• [EXERCISE INSTRUCTIONS]
Transcribe each line of the records below exactly, excluding any embedded images.

[Opening EXTRACTED MATERIAL section]

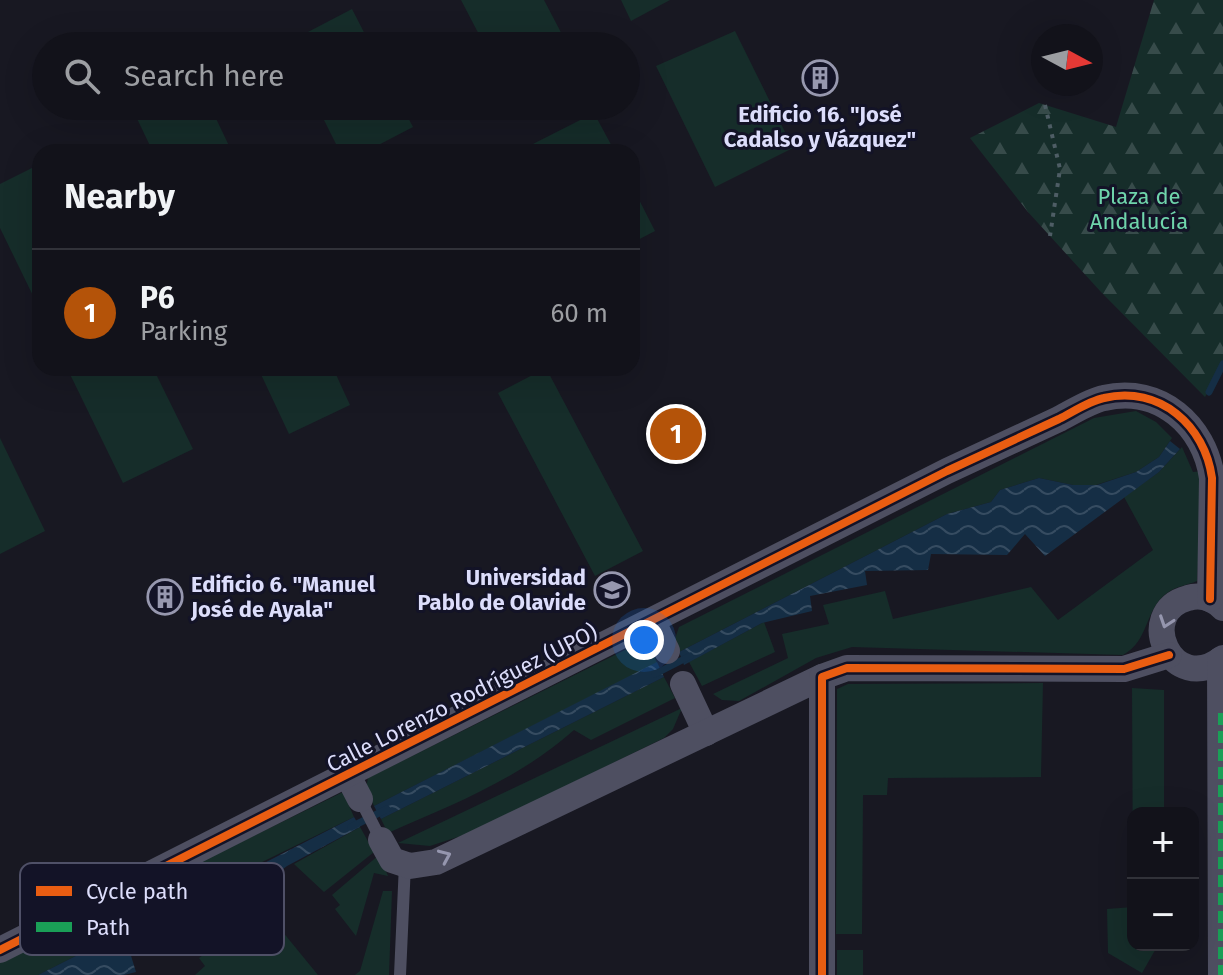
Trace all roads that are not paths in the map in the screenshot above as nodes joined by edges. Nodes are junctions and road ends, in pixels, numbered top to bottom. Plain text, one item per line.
1 (1216, 603) edge
2 (653, 622) junction
3 (1169, 655) junction
4 (1222, 659) edge
5 (822, 677) junction
6 (706, 733) junction
7 (354, 787) junction
8 (381, 840) joint
9 (189, 863) edge
10 (405, 864) junction
11 (20, 941) edge
12 (0, 950) edge
13 (400, 975) edge
14 (822, 975) edge
15 (1221, 975) edge

1 - 2 street, Calle Lorenzo Rodríguez (UPO)
1 -> 3 street
2 - 6 street
2 - 7 street, Calle Lorenzo Rodríguez (UPO)
3 - 4 street
3 - 5 street
4 - 15 street
5 - 6 street
5 - 14 street
10 -> 6 street
7 - 8 lane
7 - 9 street, Calle Lorenzo Rodríguez (UPO)
8 - 10 street
10 - 13 lane
11 - 12 street, Calle Lorenzo Rodríguez (UPO)

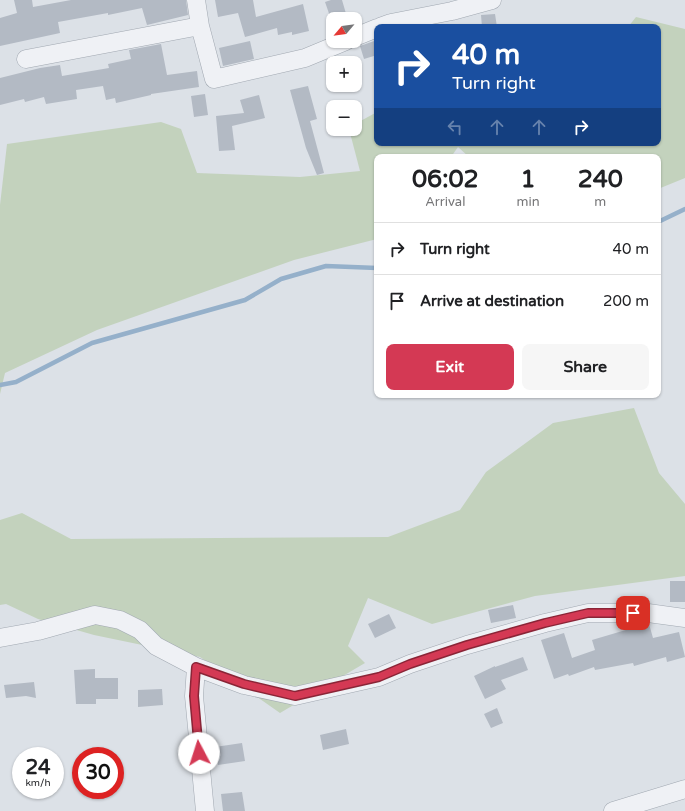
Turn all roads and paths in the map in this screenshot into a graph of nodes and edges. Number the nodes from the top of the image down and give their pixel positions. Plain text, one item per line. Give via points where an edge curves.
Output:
1 (196, 0) edge
2 (492, 0) edge
3 (388, 24) edge
4 (200, 26) junction
5 (374, 29) edge
6 (362, 34) edge
7 (329, 48) edge
8 (26, 60) dead end
9 (685, 618) edge
10 (0, 638) edge
11 (196, 667) junction
12 (685, 789) edge
13 (205, 811) edge
14 (613, 811) edge

1 - 4 street
2 - 3 street
4 - 7 street via 214,79 305,58
4 - 8 street
5 - 6 street
9 - 11 street via 648,613 588,613 467,645 379,677 295,696 244,684
10 - 11 street via 38,631 96,615 120,620 140,630 156,646
11 - 13 street via 194,696
12 - 14 street

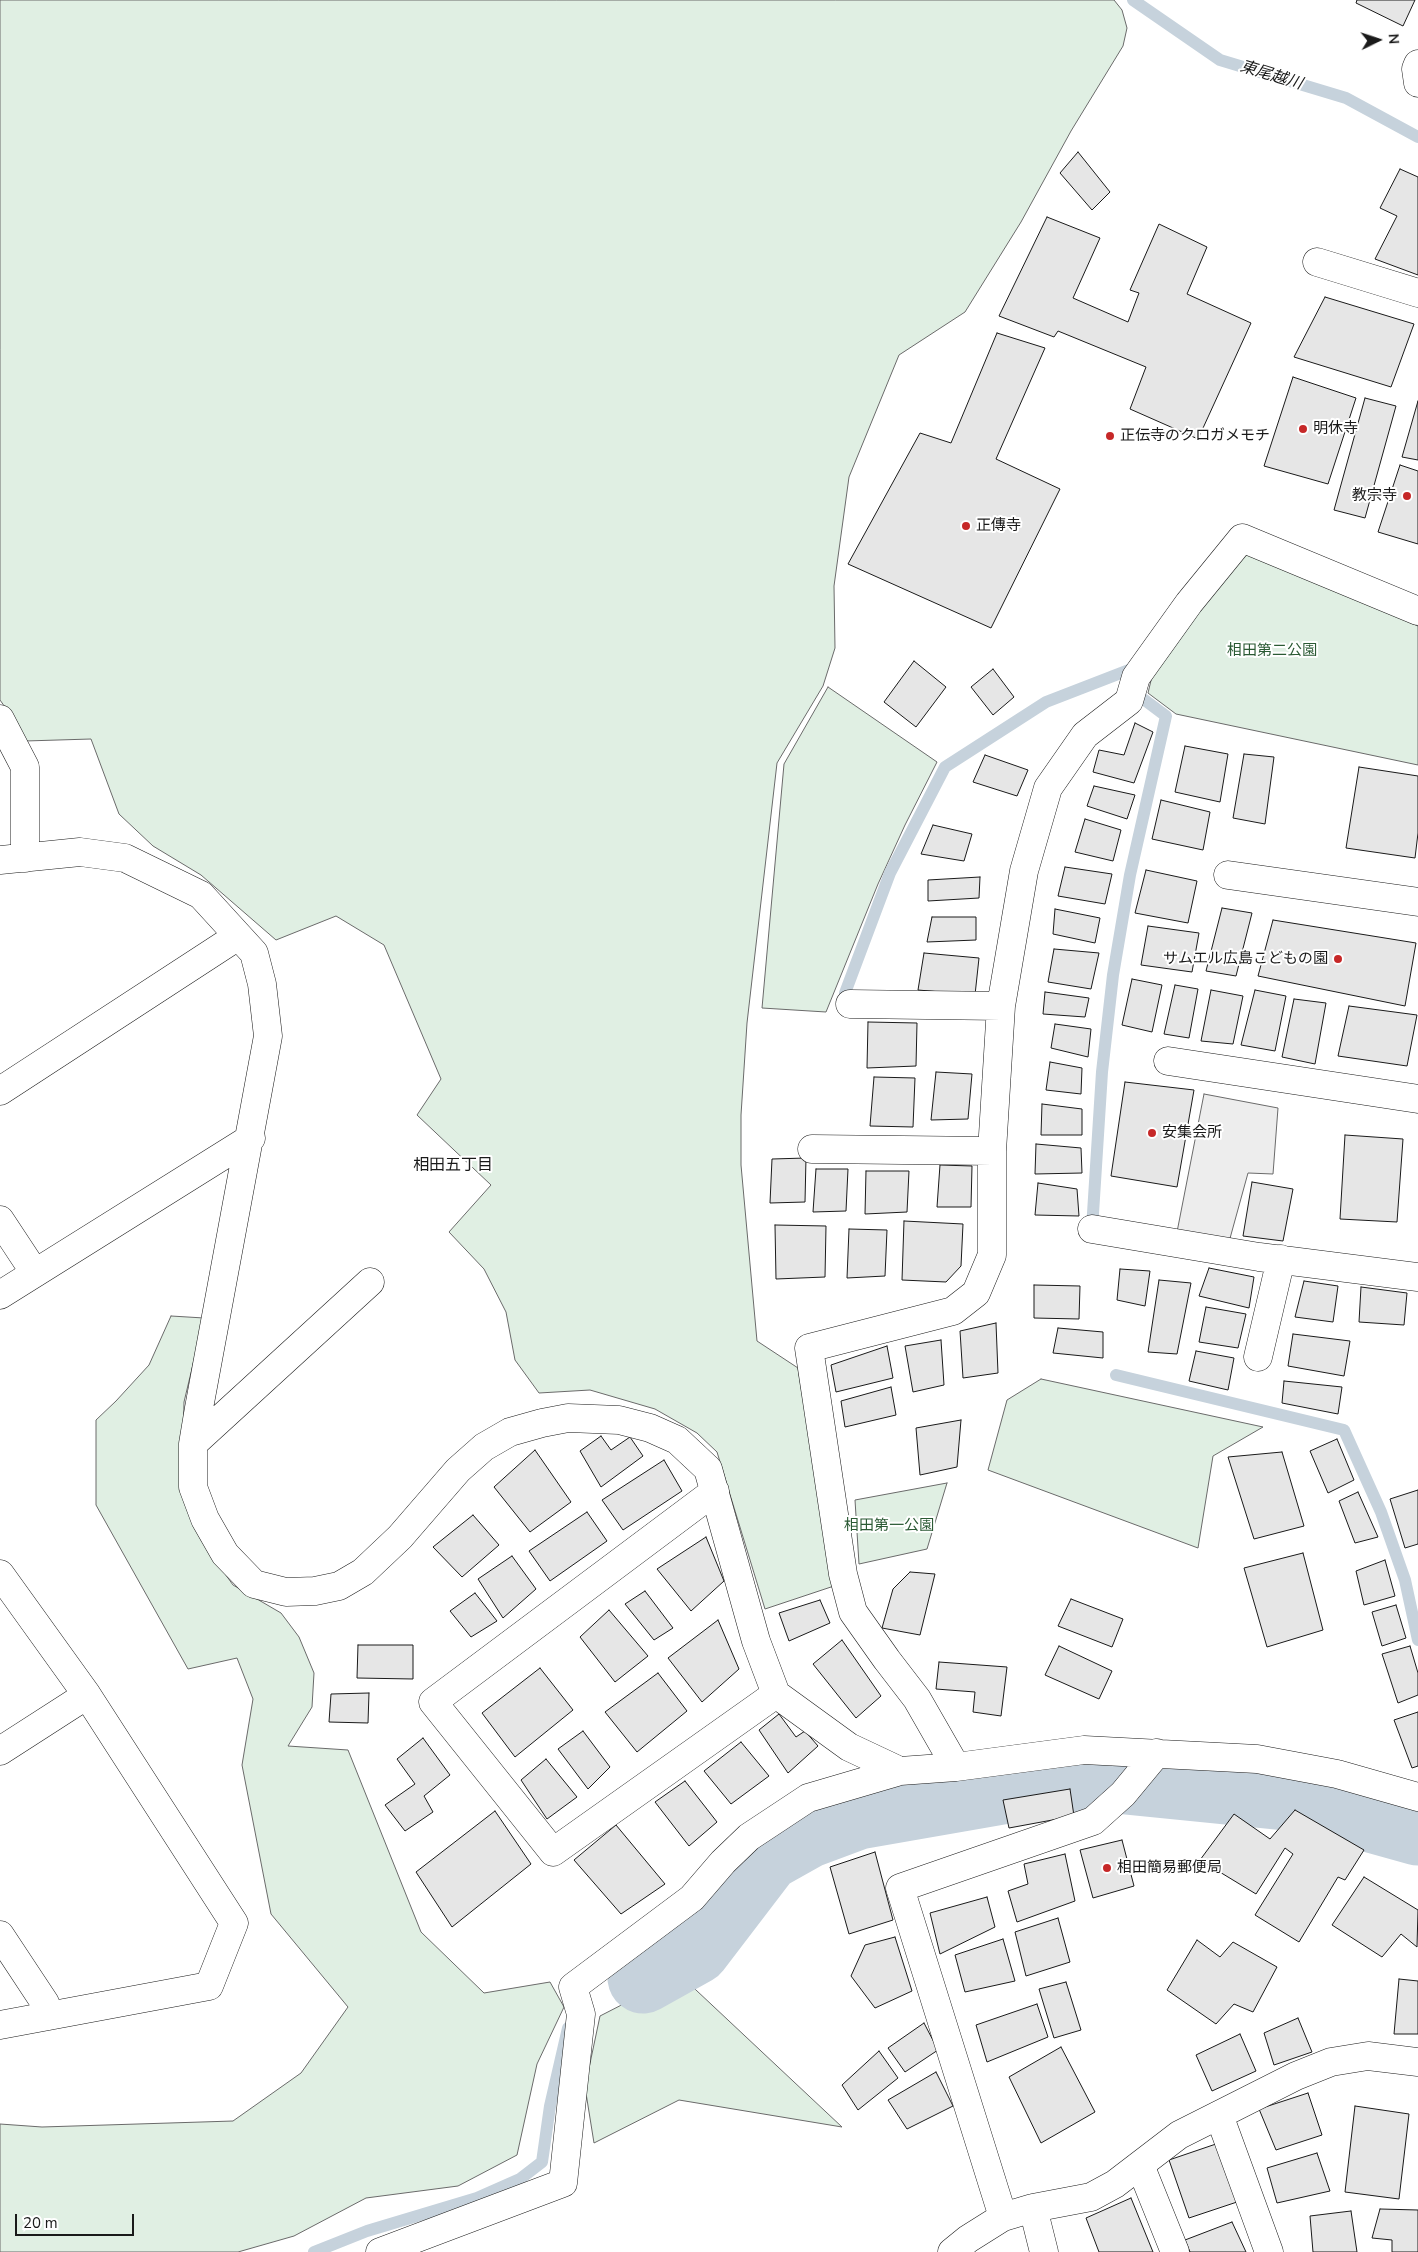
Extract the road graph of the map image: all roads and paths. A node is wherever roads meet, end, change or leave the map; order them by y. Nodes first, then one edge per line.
1 (1418, 64) edge
2 (1418, 83) edge
3 (1317, 262) dead end
4 (1418, 293) edge
5 (1418, 611) edge
6 (0, 720) edge
7 (12, 859) edge
8 (1228, 875) dead end
9 (1418, 902) edge
10 (238, 936) junction
11 (850, 1004) dead end
12 (1001, 1006) junction
13 (1168, 1061) dead end
14 (0, 1091) edge
15 (1418, 1099) edge
16 (250, 1138) junction
17 (812, 1149) dead end
18 (992, 1151) junction
19 (0, 1220) edge
20 (1092, 1229) dead end
21 (1281, 1260) junction
22 (35, 1273) junction
23 (1418, 1277) edge
24 (370, 1282) dead end
25 (0, 1295) edge
26 (1258, 1357) dead end
27 (193, 1444) junction
28 (715, 1491) junction
29 (0, 1574) edge
30 (776, 1694) junction
31 (87, 1695) junction
32 (0, 1752) edge
33 (1151, 1760) junction
34 (956, 1767) junction
35 (900, 1771) junction
36 (1418, 1797) edge
37 (0, 1935) edge
38 (48, 2016) junction
39 (0, 2025) edge
40 (1418, 2062) edge
41 (1219, 2115) junction
42 (1140, 2165) junction
43 (1032, 2208) junction
44 (1003, 2217) junction
45 (380, 2252) edge
46 (952, 2252) edge
47 (1044, 2252) edge
48 (1174, 2252) edge
49 (1269, 2252) edge

1 - 2 street
3 - 4 street
5 - 12 street
6 - 7 street
7 - 10 street
8 - 9 street
10 - 14 street
10 - 16 street
11 - 12 street
12 - 18 street
13 - 15 street
16 - 22 street
16 - 27 street
17 - 18 street
18 - 34 street
19 - 22 street
20 - 21 street
21 - 23 street
21 - 26 street
22 - 25 street
24 - 27 street
27 - 28 street
28 - 30 street
28 - 30 street
29 - 31 street
30 - 35 street
31 - 32 street
31 - 38 street
33 - 34 street
33 - 36 street
33 - 44 street
34 - 35 street
35 - 45 street
37 - 38 street
38 - 39 street
40 - 41 street
41 - 42 street
41 - 49 street
42 - 43 street
42 - 48 street
43 - 44 street
43 - 47 street
44 - 46 street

[Closing EXTRACTED MATERIAL section]

• [OUTPUT OF THE TASK]
Trace all roads that are not paths in the map in the screenshot above as nodes joined by edges. Nodes are junctions and road ends, in pixels, numbered top to bottom. Plain text, one item per line.
1 (1216, 603) edge
2 (653, 622) junction
3 (1169, 655) junction
4 (1222, 659) edge
5 (822, 677) junction
6 (706, 733) junction
7 (354, 787) junction
8 (381, 840) joint
9 (189, 863) edge
10 (405, 864) junction
11 (20, 941) edge
12 (0, 950) edge
13 (400, 975) edge
14 (822, 975) edge
15 (1221, 975) edge

1 - 2 street, Calle Lorenzo Rodríguez (UPO)
1 -> 3 street
2 - 6 street
2 - 7 street, Calle Lorenzo Rodríguez (UPO)
3 - 4 street
3 - 5 street
4 - 15 street
5 - 6 street
5 - 14 street
10 -> 6 street
7 - 8 lane
7 - 9 street, Calle Lorenzo Rodríguez (UPO)
8 - 10 street
10 - 13 lane
11 - 12 street, Calle Lorenzo Rodríguez (UPO)

Turn all roads and paths in the map in this screenshot into a graph of nodes and edges. Number the nodes from the top of the image down and give their pixel positions. Plain text, one item per line. Give via points where an edge curves.
Output:
1 (196, 0) edge
2 (492, 0) edge
3 (388, 24) edge
4 (200, 26) junction
5 (374, 29) edge
6 (362, 34) edge
7 (329, 48) edge
8 (26, 60) dead end
9 (685, 618) edge
10 (0, 638) edge
11 (196, 667) junction
12 (685, 789) edge
13 (205, 811) edge
14 (613, 811) edge

1 - 4 street
2 - 3 street
4 - 7 street via 214,79 305,58
4 - 8 street
5 - 6 street
9 - 11 street via 648,613 588,613 467,645 379,677 295,696 244,684
10 - 11 street via 38,631 96,615 120,620 140,630 156,646
11 - 13 street via 194,696
12 - 14 street

Extract the road graph of the map image: all roads and paths. A node is wherever roads meet, end, change or leave the map; order them by y. Nodes first, then one edge per line.
1 (1418, 64) edge
2 (1418, 83) edge
3 (1317, 262) dead end
4 (1418, 293) edge
5 (1418, 611) edge
6 (0, 720) edge
7 (12, 859) edge
8 (1228, 875) dead end
9 (1418, 902) edge
10 (238, 936) junction
11 (850, 1004) dead end
12 (1001, 1006) junction
13 (1168, 1061) dead end
14 (0, 1091) edge
15 (1418, 1099) edge
16 (250, 1138) junction
17 (812, 1149) dead end
18 (992, 1151) junction
19 (0, 1220) edge
20 (1092, 1229) dead end
21 (1281, 1260) junction
22 (35, 1273) junction
23 (1418, 1277) edge
24 (370, 1282) dead end
25 (0, 1295) edge
26 (1258, 1357) dead end
27 (193, 1444) junction
28 (715, 1491) junction
29 (0, 1574) edge
30 (776, 1694) junction
31 (87, 1695) junction
32 (0, 1752) edge
33 (1151, 1760) junction
34 (956, 1767) junction
35 (900, 1771) junction
36 (1418, 1797) edge
37 (0, 1935) edge
38 (48, 2016) junction
39 (0, 2025) edge
40 (1418, 2062) edge
41 (1219, 2115) junction
42 (1140, 2165) junction
43 (1032, 2208) junction
44 (1003, 2217) junction
45 (380, 2252) edge
46 (952, 2252) edge
47 (1044, 2252) edge
48 (1174, 2252) edge
49 (1269, 2252) edge

1 - 2 street
3 - 4 street
5 - 12 street
6 - 7 street
7 - 10 street
8 - 9 street
10 - 14 street
10 - 16 street
11 - 12 street
12 - 18 street
13 - 15 street
16 - 22 street
16 - 27 street
17 - 18 street
18 - 34 street
19 - 22 street
20 - 21 street
21 - 23 street
21 - 26 street
22 - 25 street
24 - 27 street
27 - 28 street
28 - 30 street
28 - 30 street
29 - 31 street
30 - 35 street
31 - 32 street
31 - 38 street
33 - 34 street
33 - 36 street
33 - 44 street
34 - 35 street
35 - 45 street
37 - 38 street
38 - 39 street
40 - 41 street
41 - 42 street
41 - 49 street
42 - 43 street
42 - 48 street
43 - 44 street
43 - 47 street
44 - 46 street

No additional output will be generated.